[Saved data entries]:
◆ ◆ ◆
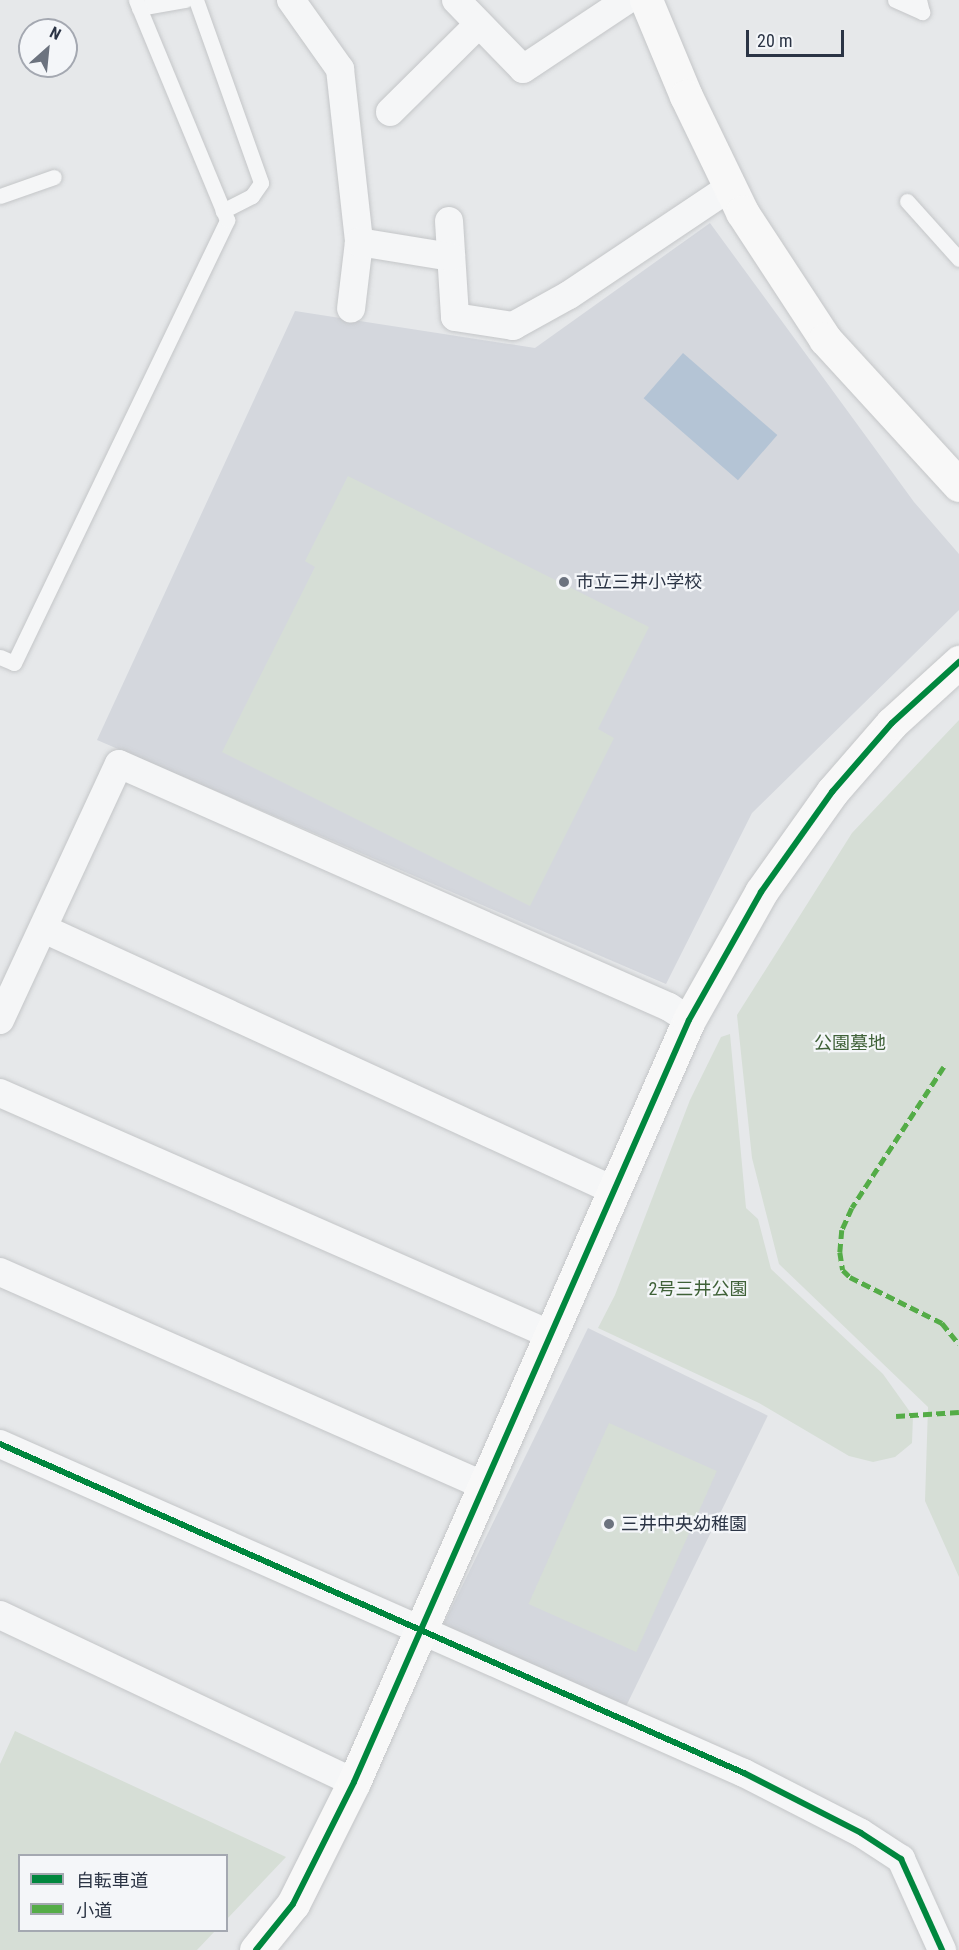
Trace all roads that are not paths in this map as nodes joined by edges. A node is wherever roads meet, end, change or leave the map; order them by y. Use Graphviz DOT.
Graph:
graph roads {
  1 [pos="185,0"];
  2 [pos="196,0"];
  3 [pos="291,0"];
  4 [pos="456,0"];
  5 [pos="627,0"];
  6 [pos="646,0"];
  7 [pos="895,0"];
  8 [pos="919,0"];
  9 [pos="137,4"];
  10 [pos="479,24"];
  11 [pos="390,112"];
  12 [pos="54,177"];
  13 [pos="729,188"];
  14 [pos="0,196"];
  15 [pos="907,201"];
  16 [pos="223,211"];
  17 [pos="449,221"];
  18 [pos="359,242"];
  19 [pos="451,257"];
  20 [pos="959,259"];
  21 [pos="351,309"];
  22 [pos="959,485"];
  23 [pos="0,657"];
  24 [pos="959,662"];
  25 [pos="44,929"];
  26 [pos="0,1020"];
  27 [pos="689,1020"];
  28 [pos="0,1092"];
  29 [pos="613,1190"];
  30 [pos="0,1272"];
  31 [pos="549,1334"];
  32 [pos="0,1444"];
  33 [pos="485,1486"];
  34 [pos="0,1615"];
  35 [pos="421,1632"];
  36 [pos="354,1782"];
  37 [pos="256,1950"];
  38 [pos="942,1950"];
  1 -- 9 [label="lane"];
  2 -- 16 [label="lane"];
  3 -- 18 [label="street"];
  4 -- 10 [label="street"];
  5 -- 10 [label="street"];
  6 -- 13 [label="street"];
  7 -- 8 [label="lane"];
  9 -- 16 [label="lane"];
  10 -- 11 [label="street"];
  12 -- 14 [label="lane"];
  13 -- 19 [label="street"];
  13 -- 22 [label="street"];
  15 -- 20 [label="lane"];
  16 -- 23 [label="lane"];
  17 -- 19 [label="street"];
  18 -- 19 [label="street"];
  18 -- 21 [label="street"];
  24 -- 27 [label="street"];
  25 -- 26 [label="street"];
  25 -- 27 [label="street"];
  25 -- 29 [label="street"];
  27 -- 29 [label="street"];
  28 -- 31 [label="street"];
  29 -- 31 [label="street"];
  30 -- 33 [label="street"];
  31 -- 33 [label="street"];
  32 -- 35 [label="street"];
  33 -- 35 [label="street"];
  34 -- 36 [label="street"];
  35 -- 36 [label="street"];
  35 -- 38 [label="street"];
  36 -- 37 [label="street"];
}
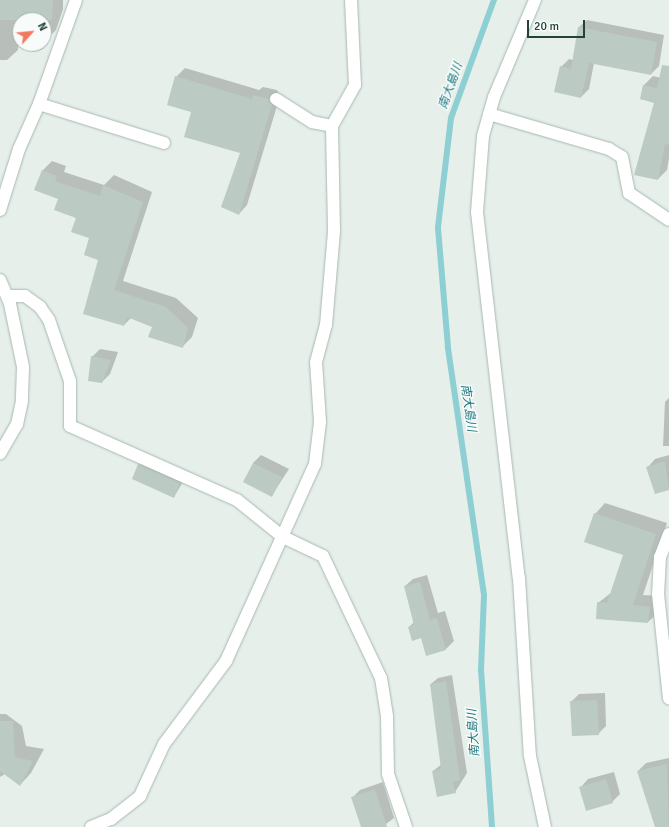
◆ ◆ ◆
[Work request]:
Your answer should be a single number: the tally of lines in the entries that include the word "roads".

[Solution to this problem]:
2